- _DATASET CONTENT_:
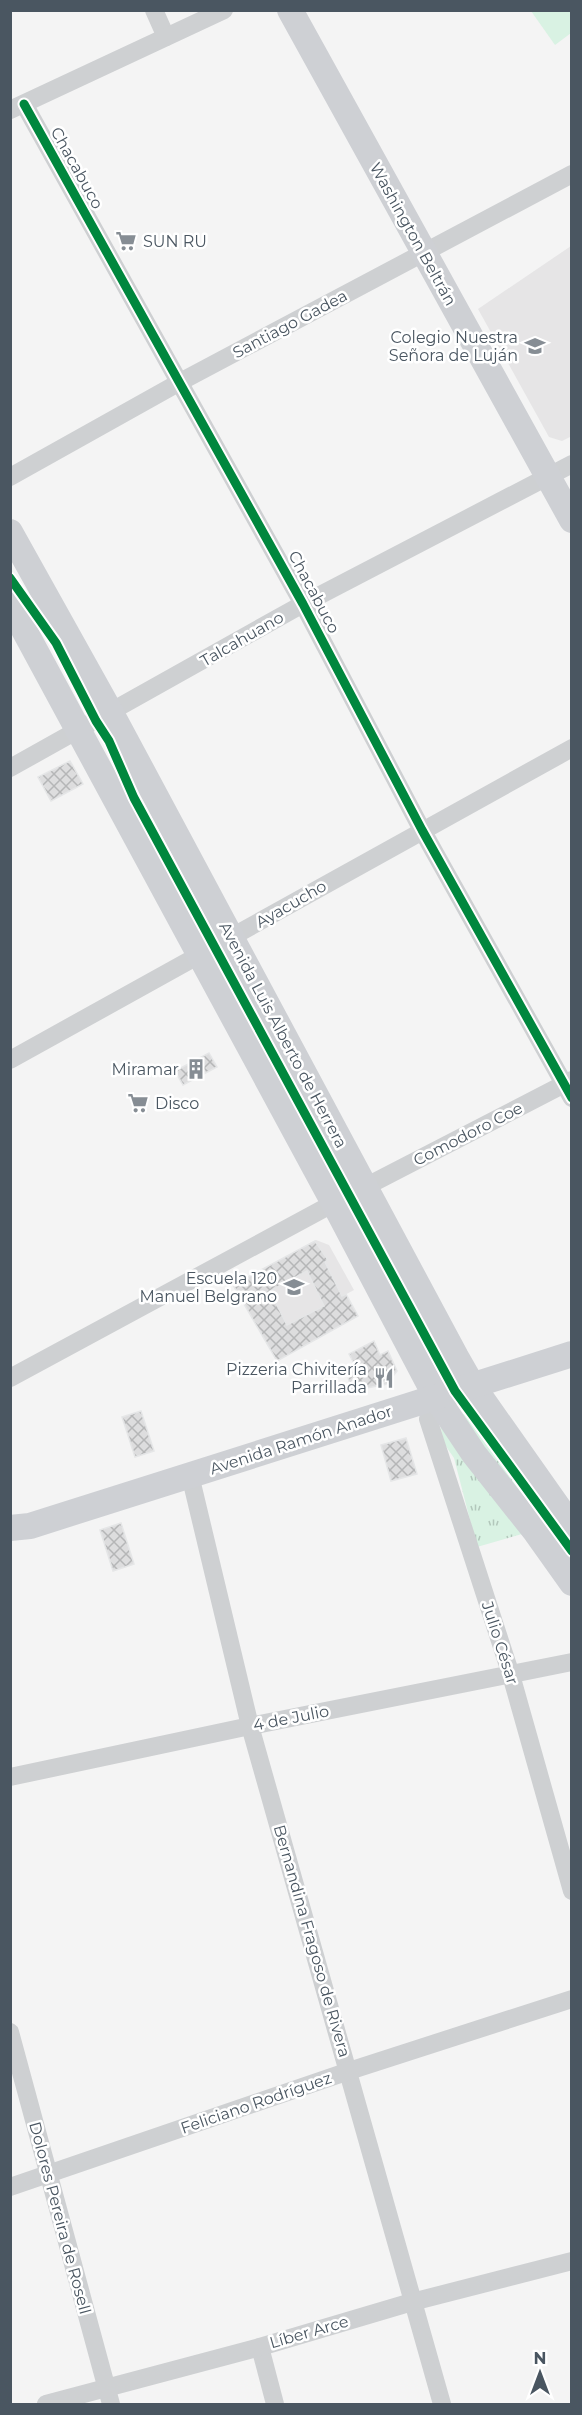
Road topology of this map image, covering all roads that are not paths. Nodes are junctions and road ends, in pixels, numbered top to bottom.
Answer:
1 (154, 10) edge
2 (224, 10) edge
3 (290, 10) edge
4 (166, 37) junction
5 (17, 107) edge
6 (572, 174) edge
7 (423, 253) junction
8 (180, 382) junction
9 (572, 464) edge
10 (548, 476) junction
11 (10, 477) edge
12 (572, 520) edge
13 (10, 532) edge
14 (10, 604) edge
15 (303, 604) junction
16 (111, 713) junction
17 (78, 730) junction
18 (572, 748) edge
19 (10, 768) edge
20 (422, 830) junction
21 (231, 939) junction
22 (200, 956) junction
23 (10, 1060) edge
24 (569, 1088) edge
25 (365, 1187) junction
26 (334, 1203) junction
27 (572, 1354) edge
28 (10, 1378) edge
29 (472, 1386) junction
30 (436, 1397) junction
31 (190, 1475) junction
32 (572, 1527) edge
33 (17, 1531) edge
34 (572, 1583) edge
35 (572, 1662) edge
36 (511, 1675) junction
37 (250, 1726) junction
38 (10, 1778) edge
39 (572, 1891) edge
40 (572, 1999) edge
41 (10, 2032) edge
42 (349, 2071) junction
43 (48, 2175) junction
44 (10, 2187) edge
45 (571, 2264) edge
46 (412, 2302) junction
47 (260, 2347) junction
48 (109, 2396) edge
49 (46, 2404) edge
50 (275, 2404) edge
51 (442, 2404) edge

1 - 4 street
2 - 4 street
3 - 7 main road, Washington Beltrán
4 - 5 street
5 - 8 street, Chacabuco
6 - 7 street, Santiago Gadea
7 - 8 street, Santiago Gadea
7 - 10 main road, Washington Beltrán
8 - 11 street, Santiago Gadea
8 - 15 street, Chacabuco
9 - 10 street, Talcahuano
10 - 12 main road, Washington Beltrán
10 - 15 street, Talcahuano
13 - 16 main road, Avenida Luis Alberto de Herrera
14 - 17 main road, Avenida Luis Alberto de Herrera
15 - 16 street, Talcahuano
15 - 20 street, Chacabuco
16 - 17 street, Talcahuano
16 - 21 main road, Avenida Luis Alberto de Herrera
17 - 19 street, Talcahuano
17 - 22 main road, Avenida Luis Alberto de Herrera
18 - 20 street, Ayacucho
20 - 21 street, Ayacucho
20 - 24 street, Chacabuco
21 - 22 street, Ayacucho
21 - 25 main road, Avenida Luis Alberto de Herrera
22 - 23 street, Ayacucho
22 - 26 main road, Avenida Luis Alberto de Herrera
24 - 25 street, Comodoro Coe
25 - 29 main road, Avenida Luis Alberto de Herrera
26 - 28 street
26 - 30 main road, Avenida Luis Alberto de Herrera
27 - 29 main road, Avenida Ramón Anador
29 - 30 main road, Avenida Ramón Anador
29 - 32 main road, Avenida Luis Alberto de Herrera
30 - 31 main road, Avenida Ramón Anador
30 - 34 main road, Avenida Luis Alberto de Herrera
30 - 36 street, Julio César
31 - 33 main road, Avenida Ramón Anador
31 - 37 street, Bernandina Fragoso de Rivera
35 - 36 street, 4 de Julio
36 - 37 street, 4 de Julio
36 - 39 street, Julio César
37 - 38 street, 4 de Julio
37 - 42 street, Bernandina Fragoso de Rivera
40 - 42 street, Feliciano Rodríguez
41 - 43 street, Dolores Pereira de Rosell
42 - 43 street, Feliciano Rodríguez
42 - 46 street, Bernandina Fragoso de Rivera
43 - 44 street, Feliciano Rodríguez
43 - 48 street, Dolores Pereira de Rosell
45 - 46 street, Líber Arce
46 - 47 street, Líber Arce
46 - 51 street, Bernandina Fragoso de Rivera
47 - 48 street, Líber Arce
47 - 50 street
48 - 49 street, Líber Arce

- _WORK INSTRUCTIONS_: Report each line of the listing above that uses the word "Fragoso".

- _RESPONSE FOR THIS EXERCISE_:
31 - 37 street, Bernandina Fragoso de Rivera
37 - 42 street, Bernandina Fragoso de Rivera
42 - 46 street, Bernandina Fragoso de Rivera
46 - 51 street, Bernandina Fragoso de Rivera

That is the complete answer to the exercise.